- _The task_
Please report every line from the material that contains the word "Bagnese".

- _Information_

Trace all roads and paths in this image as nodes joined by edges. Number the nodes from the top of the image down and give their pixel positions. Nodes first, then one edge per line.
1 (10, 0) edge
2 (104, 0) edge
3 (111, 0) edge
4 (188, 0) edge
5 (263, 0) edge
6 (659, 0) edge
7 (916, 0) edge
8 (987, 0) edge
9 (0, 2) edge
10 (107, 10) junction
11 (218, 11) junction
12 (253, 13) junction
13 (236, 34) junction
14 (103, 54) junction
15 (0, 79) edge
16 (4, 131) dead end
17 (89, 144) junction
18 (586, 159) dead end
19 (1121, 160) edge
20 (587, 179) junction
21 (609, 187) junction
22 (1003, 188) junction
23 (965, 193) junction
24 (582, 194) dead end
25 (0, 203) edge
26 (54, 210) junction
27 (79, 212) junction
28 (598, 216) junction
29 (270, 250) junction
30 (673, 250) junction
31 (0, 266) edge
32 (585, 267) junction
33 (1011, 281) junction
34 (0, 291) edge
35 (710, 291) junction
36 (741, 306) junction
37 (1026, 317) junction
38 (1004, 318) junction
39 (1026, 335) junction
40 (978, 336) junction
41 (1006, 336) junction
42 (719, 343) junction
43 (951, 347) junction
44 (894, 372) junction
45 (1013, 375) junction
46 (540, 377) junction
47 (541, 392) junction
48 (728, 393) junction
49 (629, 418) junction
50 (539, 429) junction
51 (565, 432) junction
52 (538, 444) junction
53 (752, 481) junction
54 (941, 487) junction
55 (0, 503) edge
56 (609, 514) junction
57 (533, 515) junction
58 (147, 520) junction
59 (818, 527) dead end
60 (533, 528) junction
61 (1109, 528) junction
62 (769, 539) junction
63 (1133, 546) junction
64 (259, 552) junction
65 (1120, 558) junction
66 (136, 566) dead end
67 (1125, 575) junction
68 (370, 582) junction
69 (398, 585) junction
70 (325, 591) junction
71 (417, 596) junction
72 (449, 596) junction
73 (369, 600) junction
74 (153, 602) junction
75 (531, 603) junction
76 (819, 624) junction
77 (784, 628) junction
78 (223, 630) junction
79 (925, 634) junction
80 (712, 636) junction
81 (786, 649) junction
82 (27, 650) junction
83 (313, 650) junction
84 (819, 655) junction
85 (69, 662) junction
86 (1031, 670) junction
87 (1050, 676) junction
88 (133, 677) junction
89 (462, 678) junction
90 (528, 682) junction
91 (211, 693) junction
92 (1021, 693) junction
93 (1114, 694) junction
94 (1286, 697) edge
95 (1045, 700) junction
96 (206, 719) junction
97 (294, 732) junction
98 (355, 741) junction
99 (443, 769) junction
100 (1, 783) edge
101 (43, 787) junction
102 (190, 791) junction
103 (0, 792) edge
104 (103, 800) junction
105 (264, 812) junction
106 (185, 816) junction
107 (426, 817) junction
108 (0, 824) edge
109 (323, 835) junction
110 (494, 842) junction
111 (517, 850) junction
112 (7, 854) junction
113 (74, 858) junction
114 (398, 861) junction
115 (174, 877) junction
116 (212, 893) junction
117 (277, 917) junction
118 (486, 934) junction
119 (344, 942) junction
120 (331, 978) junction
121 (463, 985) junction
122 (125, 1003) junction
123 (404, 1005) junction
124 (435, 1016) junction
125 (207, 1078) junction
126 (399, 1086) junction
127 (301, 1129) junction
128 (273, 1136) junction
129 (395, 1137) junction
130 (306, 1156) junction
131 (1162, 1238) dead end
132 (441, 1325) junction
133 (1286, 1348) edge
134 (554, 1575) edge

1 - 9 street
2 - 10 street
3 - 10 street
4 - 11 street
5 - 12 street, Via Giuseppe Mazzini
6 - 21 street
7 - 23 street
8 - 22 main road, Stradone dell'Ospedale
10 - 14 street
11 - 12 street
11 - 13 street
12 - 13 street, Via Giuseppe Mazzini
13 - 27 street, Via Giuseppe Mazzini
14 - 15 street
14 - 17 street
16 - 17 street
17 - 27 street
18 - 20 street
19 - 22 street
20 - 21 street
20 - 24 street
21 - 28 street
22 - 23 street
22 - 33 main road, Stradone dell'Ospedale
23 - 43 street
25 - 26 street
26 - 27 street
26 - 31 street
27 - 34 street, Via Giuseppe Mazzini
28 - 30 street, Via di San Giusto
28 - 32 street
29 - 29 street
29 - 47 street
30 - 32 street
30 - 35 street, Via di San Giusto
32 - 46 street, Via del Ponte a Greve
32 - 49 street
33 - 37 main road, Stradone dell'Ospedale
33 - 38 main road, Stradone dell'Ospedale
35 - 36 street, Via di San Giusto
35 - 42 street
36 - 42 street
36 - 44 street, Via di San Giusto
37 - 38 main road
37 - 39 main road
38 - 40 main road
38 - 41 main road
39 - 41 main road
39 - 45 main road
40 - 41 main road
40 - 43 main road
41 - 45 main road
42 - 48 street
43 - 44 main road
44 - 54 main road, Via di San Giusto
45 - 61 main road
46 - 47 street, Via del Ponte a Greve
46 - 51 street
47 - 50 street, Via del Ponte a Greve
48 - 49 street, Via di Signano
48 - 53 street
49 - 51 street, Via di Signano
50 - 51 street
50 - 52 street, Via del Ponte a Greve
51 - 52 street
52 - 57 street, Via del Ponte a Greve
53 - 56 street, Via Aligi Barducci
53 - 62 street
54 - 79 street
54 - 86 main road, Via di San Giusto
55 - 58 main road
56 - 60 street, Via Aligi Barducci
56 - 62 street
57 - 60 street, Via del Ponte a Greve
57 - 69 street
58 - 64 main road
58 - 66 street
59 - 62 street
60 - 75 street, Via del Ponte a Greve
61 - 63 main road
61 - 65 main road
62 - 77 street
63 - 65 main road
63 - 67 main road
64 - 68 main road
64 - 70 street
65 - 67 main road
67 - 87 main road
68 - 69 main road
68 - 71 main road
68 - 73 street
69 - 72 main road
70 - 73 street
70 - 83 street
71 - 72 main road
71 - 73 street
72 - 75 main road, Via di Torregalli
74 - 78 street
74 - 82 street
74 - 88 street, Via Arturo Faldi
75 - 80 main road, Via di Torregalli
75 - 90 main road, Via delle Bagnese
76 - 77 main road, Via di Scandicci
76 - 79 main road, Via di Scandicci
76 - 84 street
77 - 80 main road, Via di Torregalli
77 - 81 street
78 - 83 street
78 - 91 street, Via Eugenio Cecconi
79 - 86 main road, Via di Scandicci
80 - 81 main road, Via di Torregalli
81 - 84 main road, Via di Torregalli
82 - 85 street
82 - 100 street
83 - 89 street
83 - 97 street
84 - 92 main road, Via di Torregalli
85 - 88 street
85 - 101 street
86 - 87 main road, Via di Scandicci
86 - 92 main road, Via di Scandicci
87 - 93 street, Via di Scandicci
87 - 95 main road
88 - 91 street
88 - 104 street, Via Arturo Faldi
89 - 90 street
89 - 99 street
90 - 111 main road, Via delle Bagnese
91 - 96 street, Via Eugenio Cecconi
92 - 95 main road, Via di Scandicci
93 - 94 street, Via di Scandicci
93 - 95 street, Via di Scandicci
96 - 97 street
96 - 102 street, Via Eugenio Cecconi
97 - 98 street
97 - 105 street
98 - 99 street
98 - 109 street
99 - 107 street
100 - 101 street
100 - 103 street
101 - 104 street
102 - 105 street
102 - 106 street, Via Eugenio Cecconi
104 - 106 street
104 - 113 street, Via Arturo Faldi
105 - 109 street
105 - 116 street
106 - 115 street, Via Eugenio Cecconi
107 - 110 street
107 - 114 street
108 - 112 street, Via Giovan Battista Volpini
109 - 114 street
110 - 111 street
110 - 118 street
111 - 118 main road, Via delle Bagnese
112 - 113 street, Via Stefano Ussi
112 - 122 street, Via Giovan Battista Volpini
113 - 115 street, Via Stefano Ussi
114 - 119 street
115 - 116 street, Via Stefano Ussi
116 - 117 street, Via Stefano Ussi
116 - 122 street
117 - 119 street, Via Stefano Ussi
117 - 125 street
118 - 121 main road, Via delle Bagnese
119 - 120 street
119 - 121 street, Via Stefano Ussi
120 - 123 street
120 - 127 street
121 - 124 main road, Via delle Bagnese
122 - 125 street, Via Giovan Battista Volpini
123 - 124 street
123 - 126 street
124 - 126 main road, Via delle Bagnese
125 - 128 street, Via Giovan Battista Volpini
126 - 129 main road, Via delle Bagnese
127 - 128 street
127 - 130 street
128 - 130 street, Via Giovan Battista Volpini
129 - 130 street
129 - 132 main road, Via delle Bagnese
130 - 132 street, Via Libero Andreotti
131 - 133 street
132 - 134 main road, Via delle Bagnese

- _Final answer_
75 - 90 main road, Via delle Bagnese
90 - 111 main road, Via delle Bagnese
111 - 118 main road, Via delle Bagnese
118 - 121 main road, Via delle Bagnese
121 - 124 main road, Via delle Bagnese
124 - 126 main road, Via delle Bagnese
126 - 129 main road, Via delle Bagnese
129 - 132 main road, Via delle Bagnese
132 - 134 main road, Via delle Bagnese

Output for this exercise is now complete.